La risa de Hawking
CIUDAD DE MÉXICO (Proceso).- En un ensayo de 1961, George Steiner alertó sobre el gradual abandono de la palabra para expresar el mundo. Este camino sin retorno hacia el silencio estaba ejemplificado por tres actividades que le preocuparon porque ya no necesitaban, según él, del texto como garante de verdad: las matemáticas, las artes conceptuales y la política. Un cuarto de siglo después, la primera de estas actividades, con la física cuántica al frente, lo sorprendían: La historia del tiempo de Stephen Hawking vendió 10 millones de ejemplares en un breve lapso. La intraducibilidad del mundo a palabras entró en una suerte de tregua.
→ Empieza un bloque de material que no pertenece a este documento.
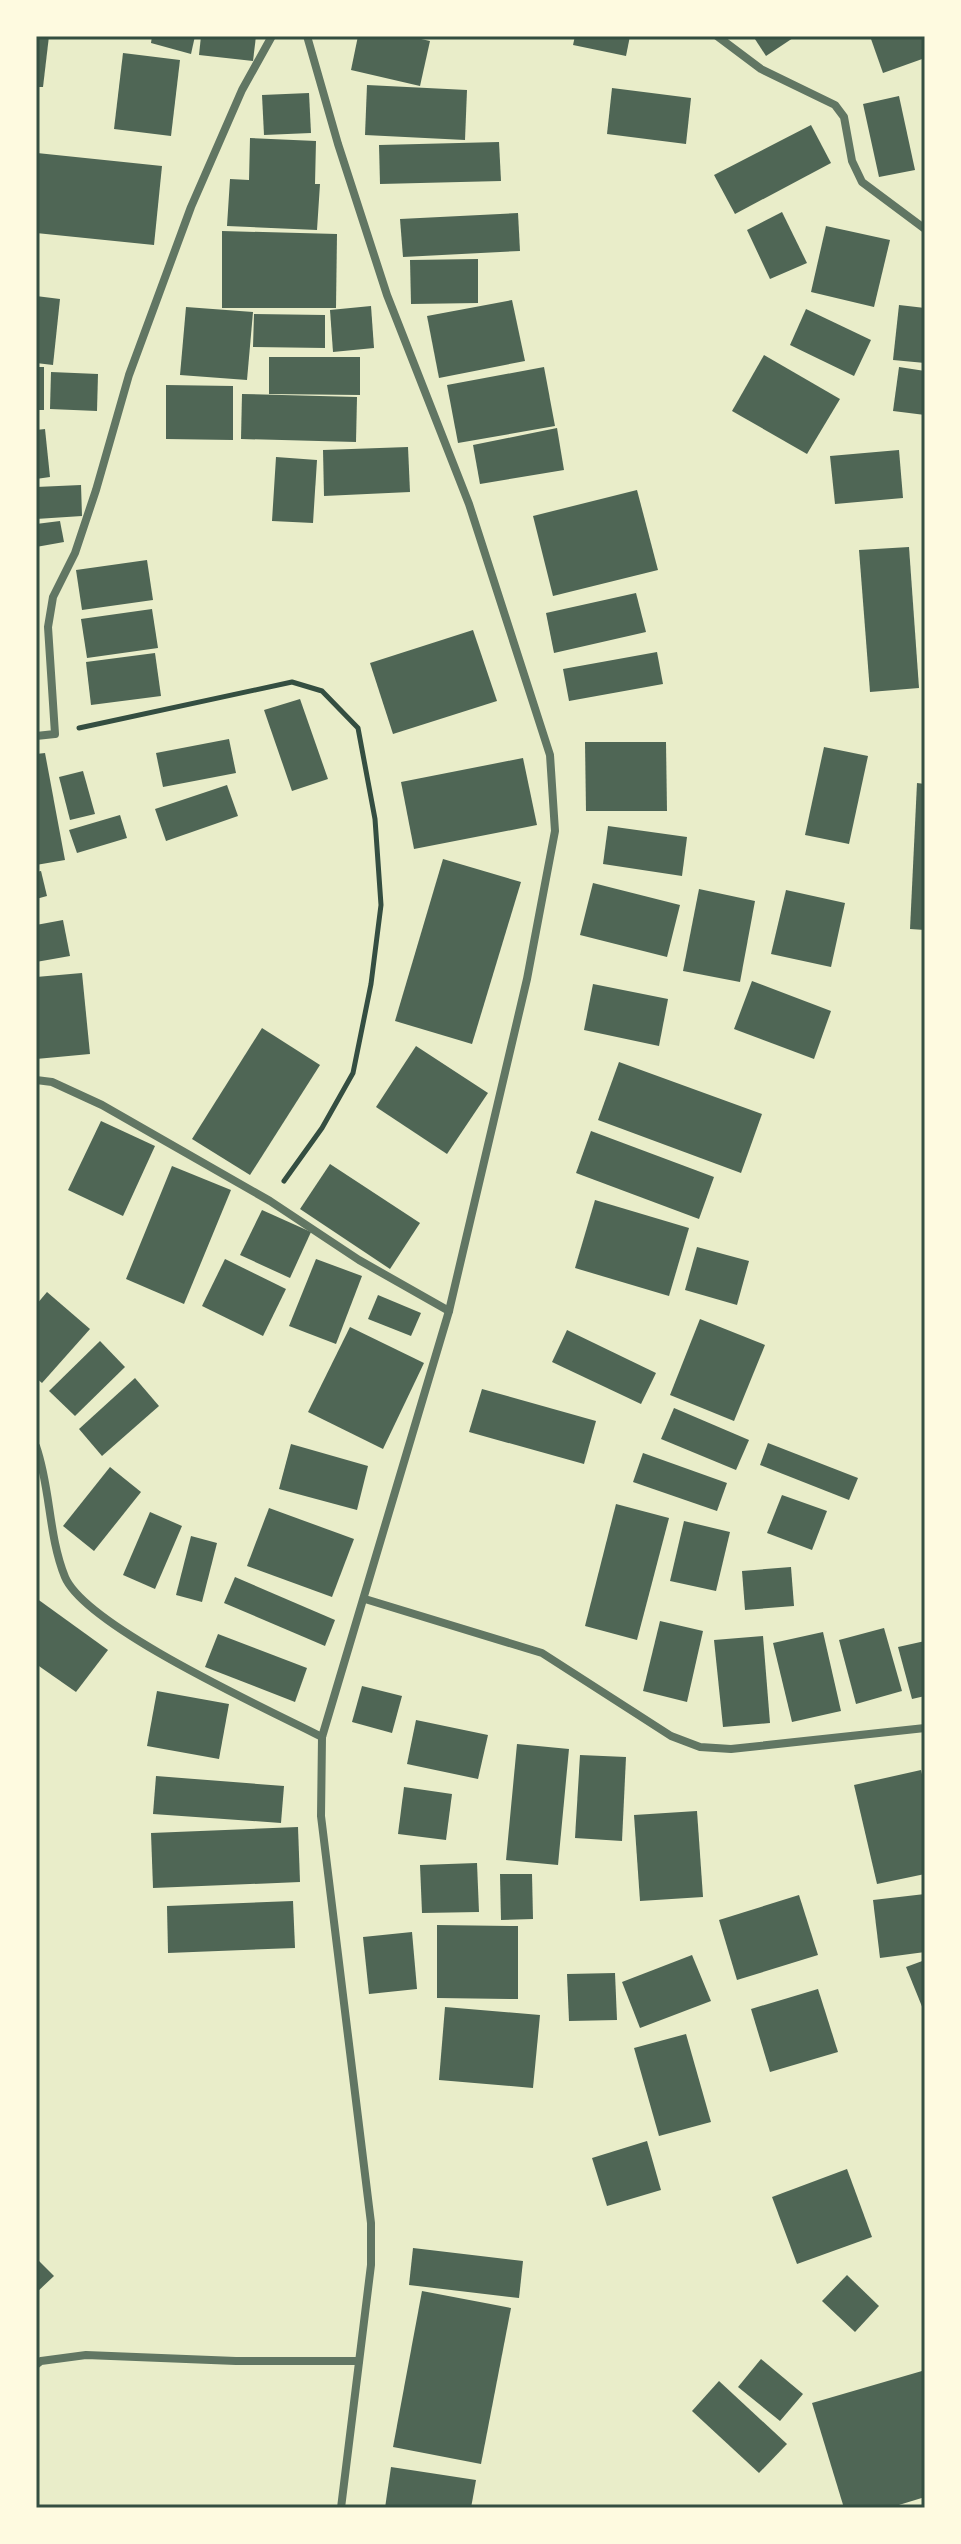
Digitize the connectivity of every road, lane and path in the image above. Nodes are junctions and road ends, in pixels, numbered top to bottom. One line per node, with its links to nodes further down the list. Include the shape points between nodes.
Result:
1 (272, 36): 5 (street, via 191,207 129,375 75,553 53,597 48,627)
2 (307, 36): 9 (street, via 387,295 469,504 550,755 555,831 527,979)
3 (717, 36): 4 (street, via 761,69 835,105 844,117 852,161 862,182)
4 (925, 229)
5 (55, 734): 6 (street); 8 (path, via 292,682 322,691 358,728 375,819 381,905 371,984 353,1073)
6 (36, 736)
7 (36, 1080): 8 (street, via 102,1105)
8 (270, 1201): 9 (street)
9 (449, 1311): 11 (street)
10 (36, 1446): 13 (street, via 66,1581 97,1614 177,1663)
11 (365, 1599): 12 (street, via 542,1653 671,1736 700,1747 731,1749); 13 (street)
12 (925, 1728)
13 (322, 1737): 14 (street, via 321,1816 371,2223)
14 (359, 2361): 15 (street, via 86,2355); 16 (street)
15 (36, 2365)
16 (341, 2508)

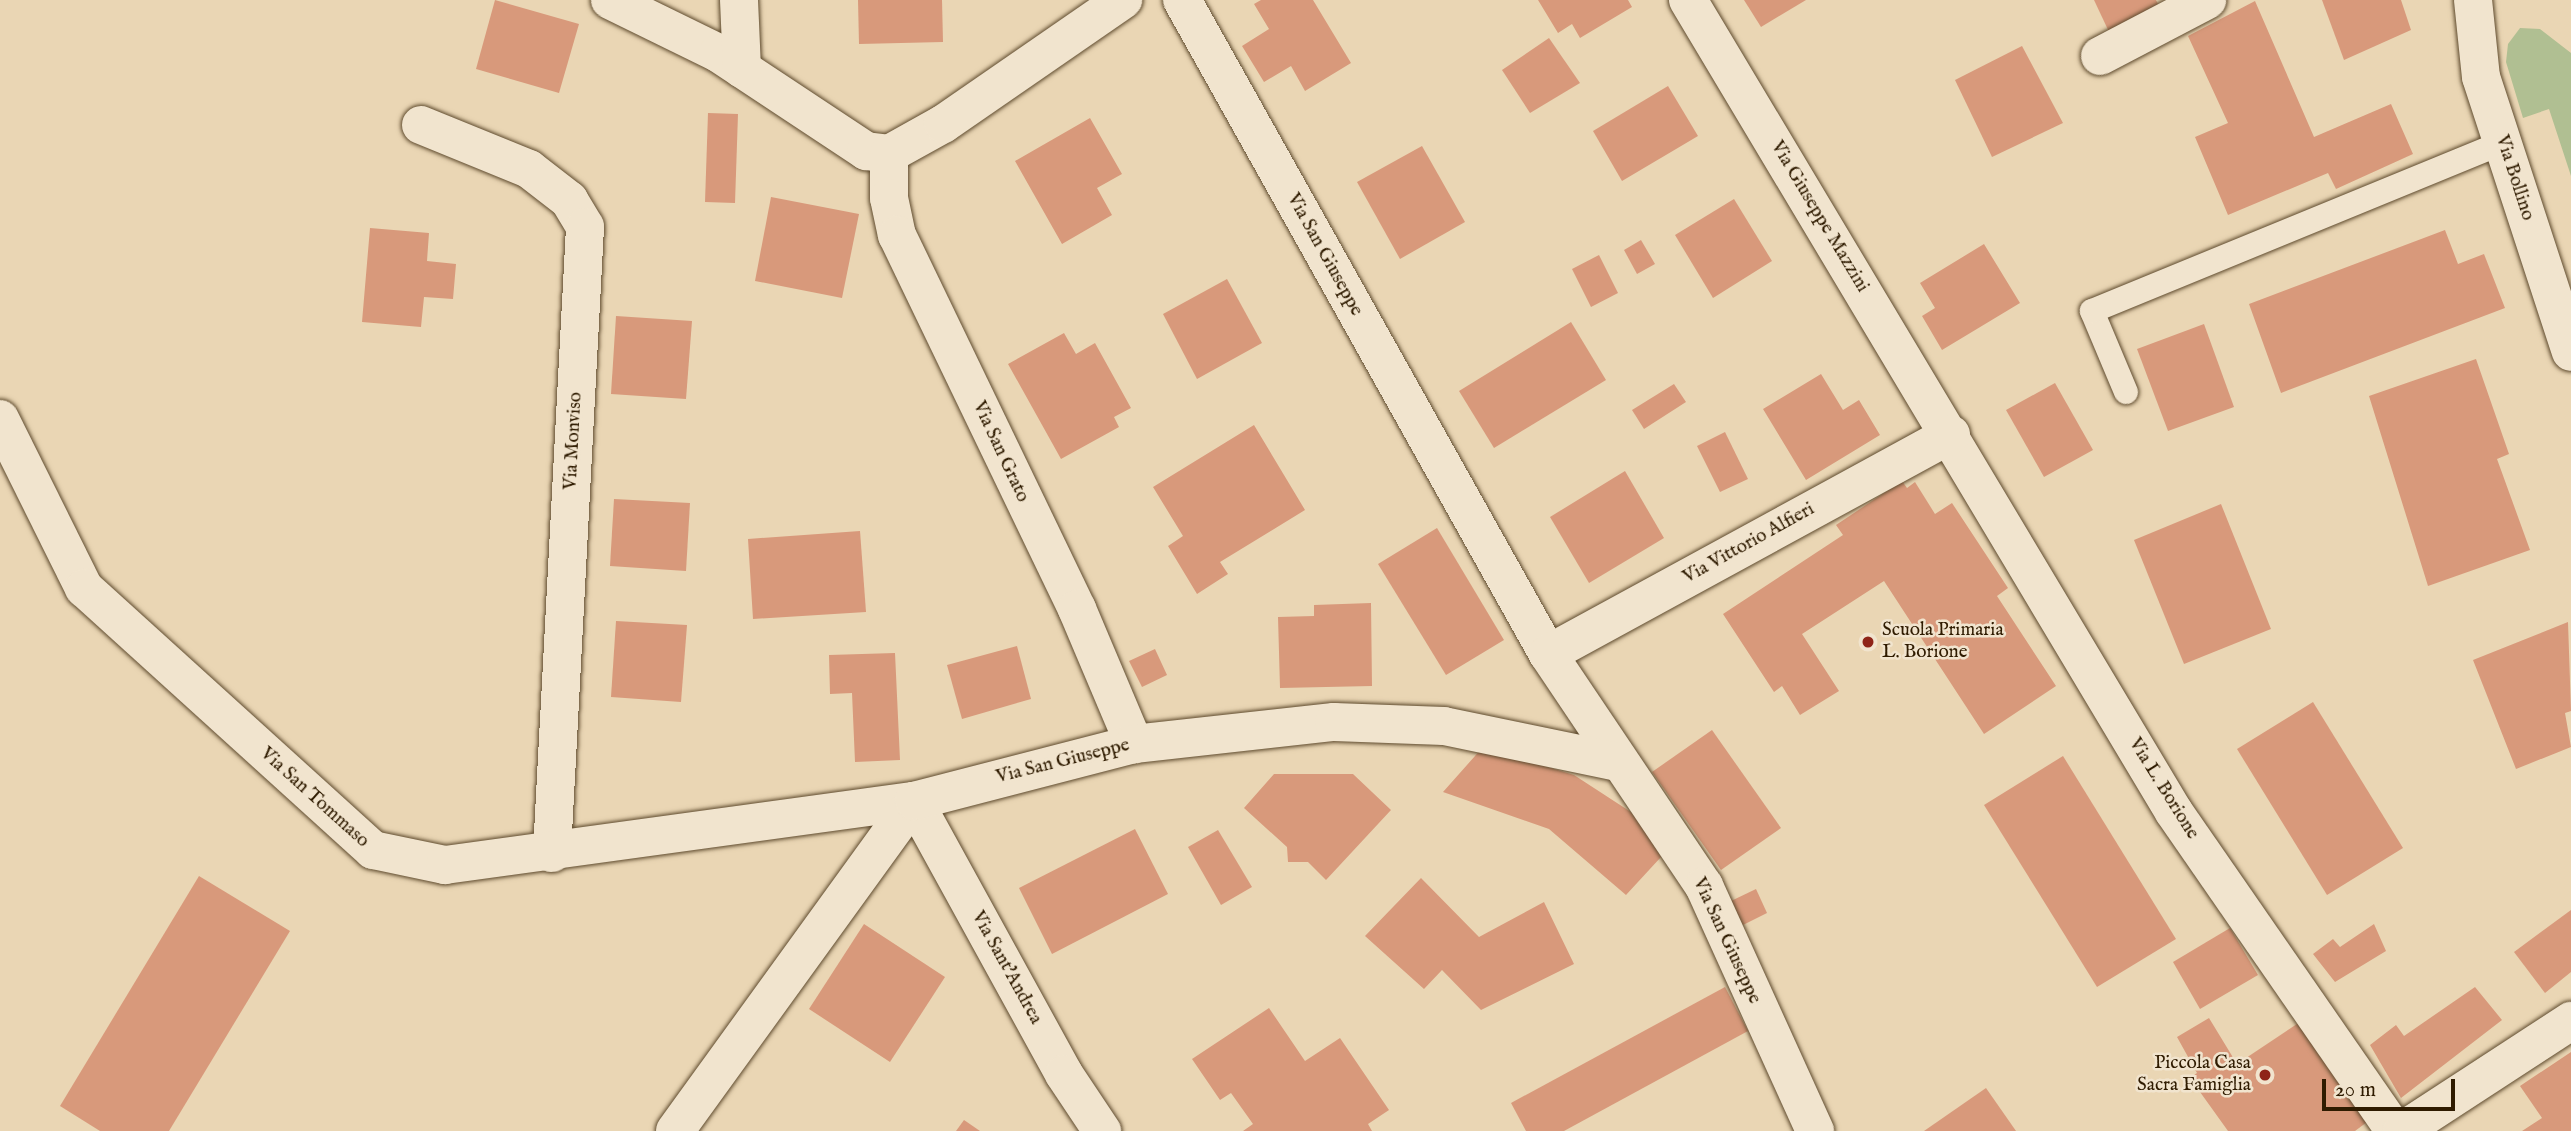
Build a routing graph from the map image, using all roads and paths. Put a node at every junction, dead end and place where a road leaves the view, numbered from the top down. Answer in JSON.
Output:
{"nodes":[{"id":1,"x":610,"y":0,"type":"edge"},
{"id":2,"x":739,"y":0,"type":"edge"},
{"id":3,"x":1123,"y":0,"type":"edge"},
{"id":4,"x":1182,"y":0,"type":"edge"},
{"id":5,"x":1688,"y":0,"type":"edge"},
{"id":6,"x":2207,"y":0,"type":"edge"},
{"id":7,"x":2473,"y":0,"type":"edge"},
{"id":8,"x":2100,"y":56,"type":"dead end"},
{"id":9,"x":742,"y":69,"type":"junction"},
{"id":10,"x":421,"y":125,"type":"dead end"},
{"id":11,"x":2502,"y":142,"type":"junction"},
{"id":12,"x":889,"y":154,"type":"junction"},
{"id":13,"x":2571,"y":352,"type":"edge"},
{"id":14,"x":2126,"y":392,"type":"dead end"},
{"id":15,"x":0,"y":419,"type":"edge"},
{"id":16,"x":1951,"y":434,"type":"junction"},
{"id":17,"x":1548,"y":654,"type":"junction"},
{"id":18,"x":1134,"y":744,"type":"junction"},
{"id":19,"x":1618,"y":762,"type":"junction"},
{"id":20,"x":914,"y":801,"type":"junction"},
{"id":21,"x":552,"y":853,"type":"junction"},
{"id":22,"x":2571,"y":1021,"type":"edge"},
{"id":23,"x":675,"y":1131,"type":"edge"},
{"id":24,"x":1102,"y":1131,"type":"edge"},
{"id":25,"x":1815,"y":1131,"type":"edge"},
{"id":26,"x":2395,"y":1131,"type":"edge"},
{"id":27,"x":2402,"y":1131,"type":"edge"}],
"edges":[{"from":1,"to":9,"type":"street"},
{"from":2,"to":9,"type":"street"},
{"from":3,"to":12,"type":"street"},
{"from":4,"to":17,"type":"street","name":"Via San Giuseppe"},
{"from":5,"to":16,"type":"street","name":"Via Giuseppe Mazzini"},
{"from":6,"to":8,"type":"street"},
{"from":7,"to":11,"type":"street","name":"Via Bollino"},
{"from":9,"to":12,"type":"street"},
{"from":10,"to":21,"type":"street","name":"Via Monviso"},
{"from":11,"to":13,"type":"street","name":"Via Bollino"},
{"from":11,"to":14,"type":"lane"},
{"from":12,"to":18,"type":"street","name":"Via San Grato"},
{"from":15,"to":21,"type":"street","name":"Via San Tommaso"},
{"from":16,"to":17,"type":"street","name":"Via Vittorio Alfieri"},
{"from":16,"to":26,"type":"street","name":"Via L. Borione"},
{"from":17,"to":19,"type":"street","name":"Via San Giuseppe"},
{"from":18,"to":19,"type":"street","name":"Via San Giuseppe"},
{"from":18,"to":20,"type":"street","name":"Via San Giuseppe"},
{"from":19,"to":25,"type":"street","name":"Via San Giuseppe"},
{"from":20,"to":21,"type":"street","name":"Via San Tommaso"},
{"from":20,"to":23,"type":"street"},
{"from":20,"to":24,"type":"street","name":"Via Sant'Andrea"},
{"from":22,"to":27,"type":"street"}]}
Esta semana murió Hawking y muchos de los que leímos sus textos y vimos sus programas de televisión –mi entusiasmo proviene de que sé que no los alcanzo a comprender del todo– recordamos cómo este hombre cambió la imagen que tenemos de la misma pregunta que se hizo Aristóteles: ¿por qué existe esto y no la Nada? A Hawking le debemos haber restablecido un inicio del tiempo, el Big Bang. Resultó tranquilizador saber que podemos seguir narrando el Universo porque tiene principio y final, y que la textura básica de la materia no sólo es igual en todos lados, sino que se comporta de formas distintas simultáneamente. Que una partícula pueda entrar por una rendija como ente, haz de luz, y los dos al mismo tiempo, hace de lo sincrónico algo inteligible. Si nos angustiaban los hoyos negros que se tragan el tiempo a su alrededor, Hawking estuvo ahí para calmarnos: los agujeros negros también se disuelven, hay un fin del fin de una estrella colapsada cuya masa se traga hasta a la luz. El restablecimiento de una narrativa del cosmos se nutrió de una colaboración con los escritores. De hecho, el nombre “agujero negro” es una creación de una periodista del Science News, Ann E. Ewing, y el “quark”, esa partícula mínima, está tomado de uno de los desvaríos lingüísticos de James Joyce. La forma en que hoy leemos los laberintos de Borges, los ríos de las conciencias de los visitantes del faro en la novela de Virginia Woolf, y los últimos textos de Don De Lillo, el iniciador de Paul Auster en el poder literario de las coincidencias, le debe mucho al Universo de Hawking. Agregó como discurso de verdad la idea de un tiempo que no es lineal, tampoco cíclico, ni en espiral ascendente, sino un cono de luz en cuyas paredes el tiempo no transcurre igual para todos; idea que hace visible la relatividad de Einstein. Las ideas de Hawking hicieron que la astrofísica recobrara su sentido de imaginación y aventura: el viaje en el tiempo usando la propia estructura sincrónica del espacio, cómo serán los seres que habitan otros planetas, o la supuesta concordancia entre los relatos bíblicos y, en realidad, de casi todos los génesis mitológicos con un inicio y un final basado en la ciencia. A diferencia de otros siglos, hoy, cuando miramos el cielo, sabemos que estamos mirando el pasado, y cuando lo escuchamos podemos atisbar los ruidos de su origen, del alarido naciente del tiempo.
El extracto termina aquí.